Filter, Rewrite and Scraper Rules
Feed Filtering Rules ¶
Noflux has a basic filtering system that allows you to ignore or keep articles.
Block Rules
Block rules ignore articles with a title, an entry URL, a tag or an author that match the regex (RE2 syntax).
For example, the regex (?i)noflux
will ignore all articles with a title that contains the word Noflux (case insensitive).
Ignored articles won’t be saved into the database.
Keep Rules
Keep rules keep only articles that match the regex (RE2 syntax).
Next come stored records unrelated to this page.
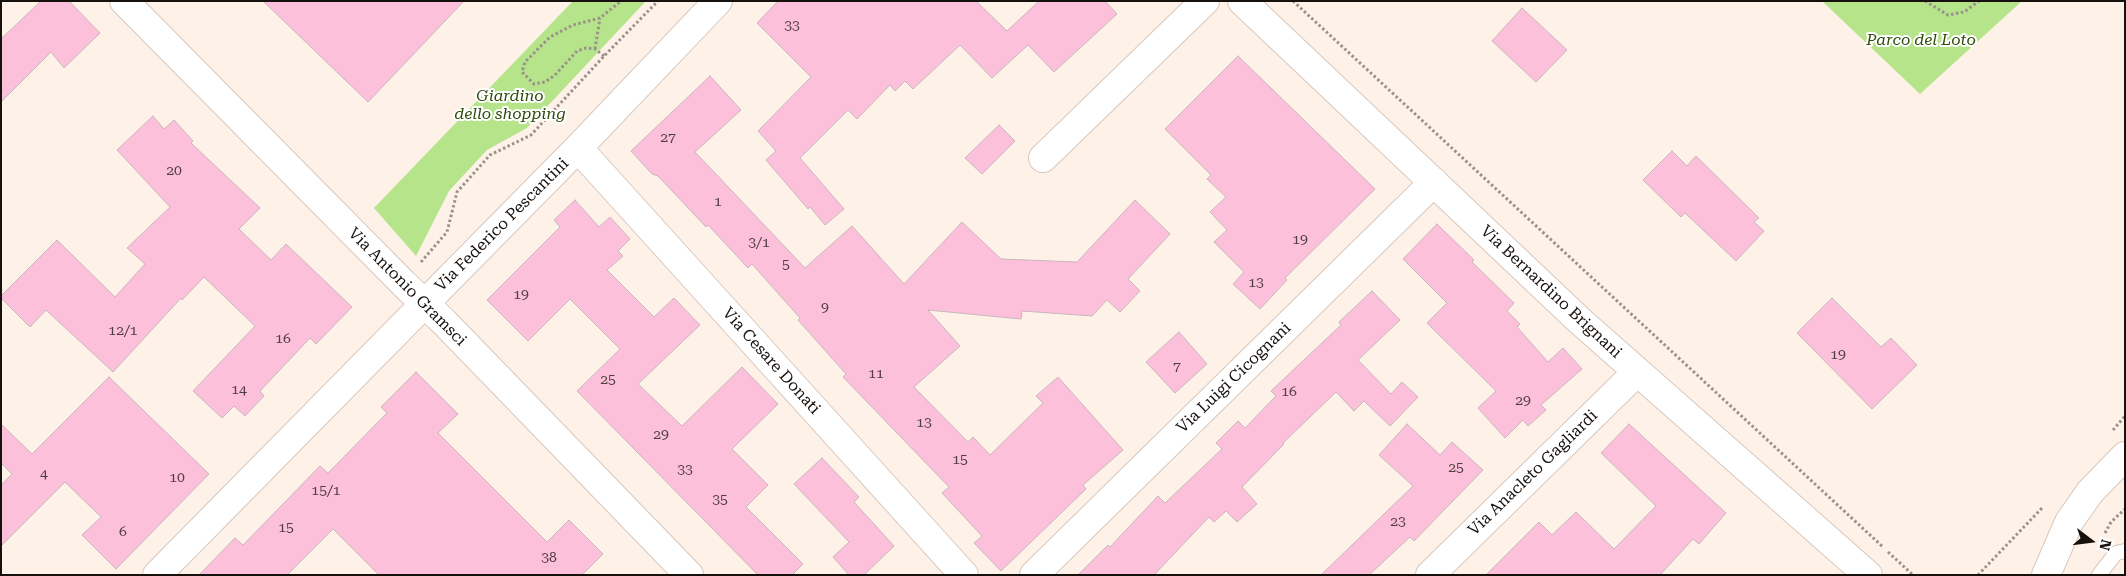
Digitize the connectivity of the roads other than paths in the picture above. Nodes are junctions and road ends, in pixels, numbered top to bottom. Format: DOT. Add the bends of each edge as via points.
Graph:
graph roads {
  1 [pos="124,1"];
  2 [pos="718,1"];
  3 [pos="1205,1"];
  4 [pos="1242,1"];
  5 [pos="578,148"];
  6 [pos="1043,158"];
  7 [pos="1434,182"];
  8 [pos="425,304"];
  9 [pos="1637,372"];
  10 [pos="2124,457"];
  11 [pos="2125,551"];
  12 [pos="157,575"];
  13 [pos="690,575"];
  14 [pos="964,575"];
  15 [pos="1034,575"];
  16 [pos="1430,575"];
  17 [pos="1868,575"];
  18 [pos="2046,575"];
  19 [pos="2064,575"];
  20 [pos="2099,575"];
  1 -- 8 [label="street, Via Antonio Gramsci"];
  2 -- 5 [label="street, Via Federico Pescantini"];
  3 -- 6 [label="street"];
  4 -- 7 [label="street, Via Bernardino Brignani"];
  5 -- 8 [label="street, Via Federico Pescantini"];
  5 -- 14 [label="street, Via Cesare Donati"];
  7 -- 9 [label="street, Via Bernardino Brignani"];
  7 -- 15 [label="street, Via Luigi Cicognani"];
  8 -- 12 [label="street, Via Federico Pescantini"];
  8 -- 13 [label="street, Via Antonio Gramsci"];
  9 -- 16 [label="street, Via Anacleto Gagliardi"];
  9 -- 17 [label="street, Via Bernardino Brignani"];
  10 -- 18 [label="street" via="2090,492 2069,522"];
  10 -- 19 [label="street" via="2098,495 2070,550"];
  11 -- 20 [label="lane" via="2116,553"];
}
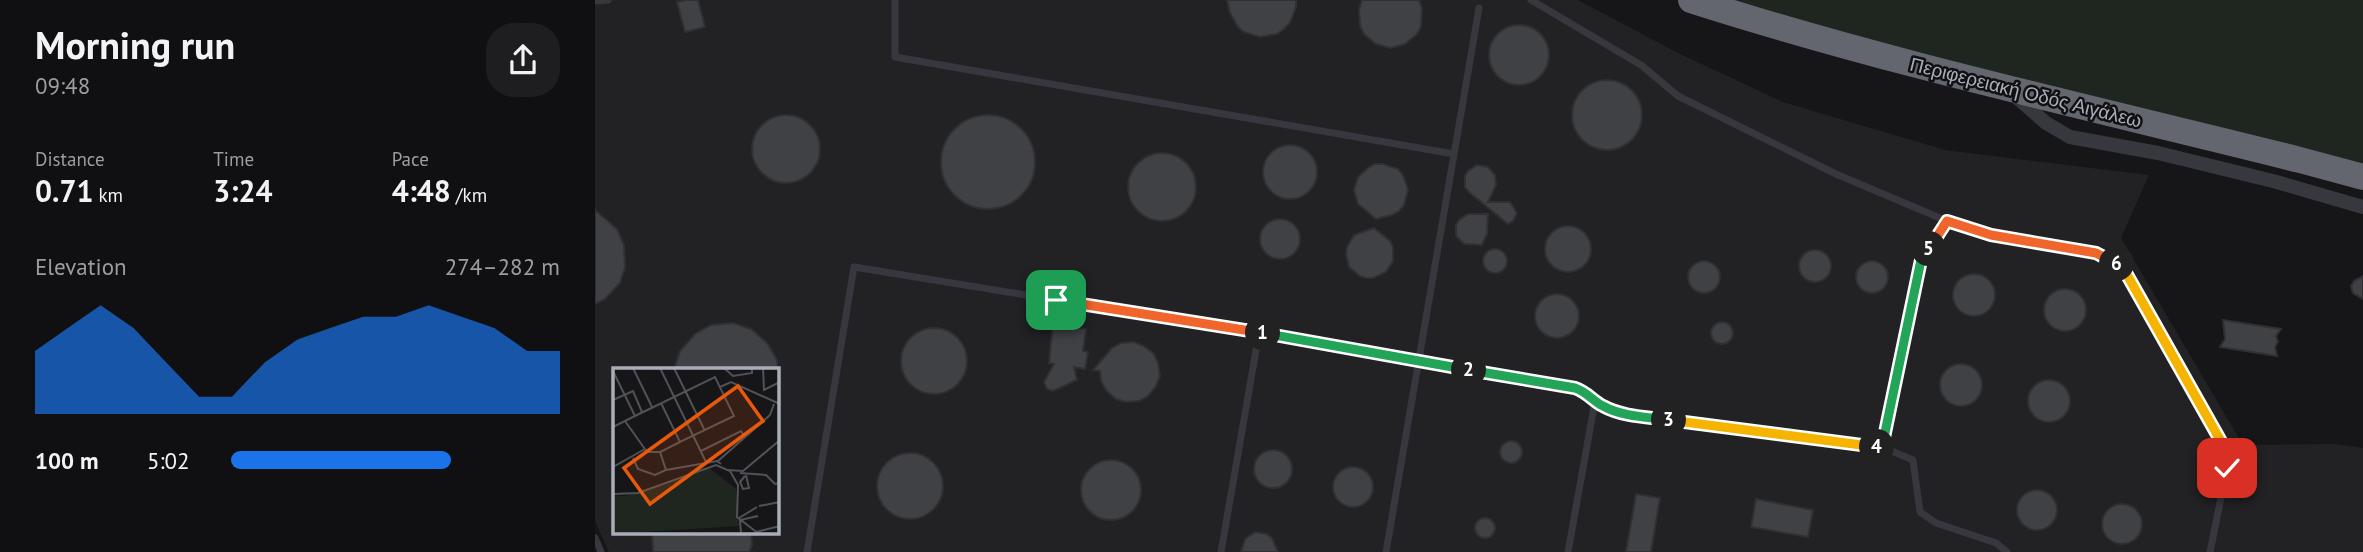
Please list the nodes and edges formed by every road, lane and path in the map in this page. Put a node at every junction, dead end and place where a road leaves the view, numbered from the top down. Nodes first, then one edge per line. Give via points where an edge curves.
1 (608, 0) edge
2 (895, 0) edge
3 (1531, 0) edge
4 (1691, 0) edge
5 (595, 1) edge
6 (1479, 8) dead end
7 (2004, 87) junction
8 (1454, 154) junction
9 (2363, 177) edge
10 (2363, 207) edge
11 (1947, 221) junction
12 (1259, 333) junction
13 (1419, 361) junction
14 (1595, 401) junction
15 (1882, 447) junction
16 (595, 538) edge
17 (601, 552) edge
18 (807, 552) edge
19 (1221, 552) edge
20 (1386, 552) edge
21 (1568, 552) edge
22 (2007, 552) edge
23 (2210, 552) edge

1 - 5 lane
2 - 8 lane via 895,57
3 - 11 lane via 1641,65 1678,96 1836,174
4 - 7 highway, Περιφερειακή Οδός Αιγάλεω
6 - 8 lane
7 - 9 highway, Περιφερειακή Οδός Αιγάλεω
7 - 10 street via 2070,137 2158,153
8 - 13 lane
11 - 15 lane via 1921,260
11 - 23 lane via 1991,235 2096,253 2126,273 2223,445 2227,468
12 - 13 lane
12 - 18 lane via 854,267
12 - 19 lane
13 - 14 lane via 1575,388
13 - 20 lane
14 - 15 lane via 1619,413
14 - 21 lane
15 - 22 lane via 1913,460 1920,512 1937,523 1996,542
16 - 17 lane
For example, the regex (?i)noflux
will keep only the articles with a title that contains the word Noflux (case insensitive).
Global Filtering Rules ¶
Global filters are defined on the Settings page and are automatically applied to all articles from all feeds.
- Each rule must be on a separate line.
- Duplicate rules are allowed. For example, having multiple
EntryTitle
rules is possible. - The provided RegEx should use the RE2 syntax.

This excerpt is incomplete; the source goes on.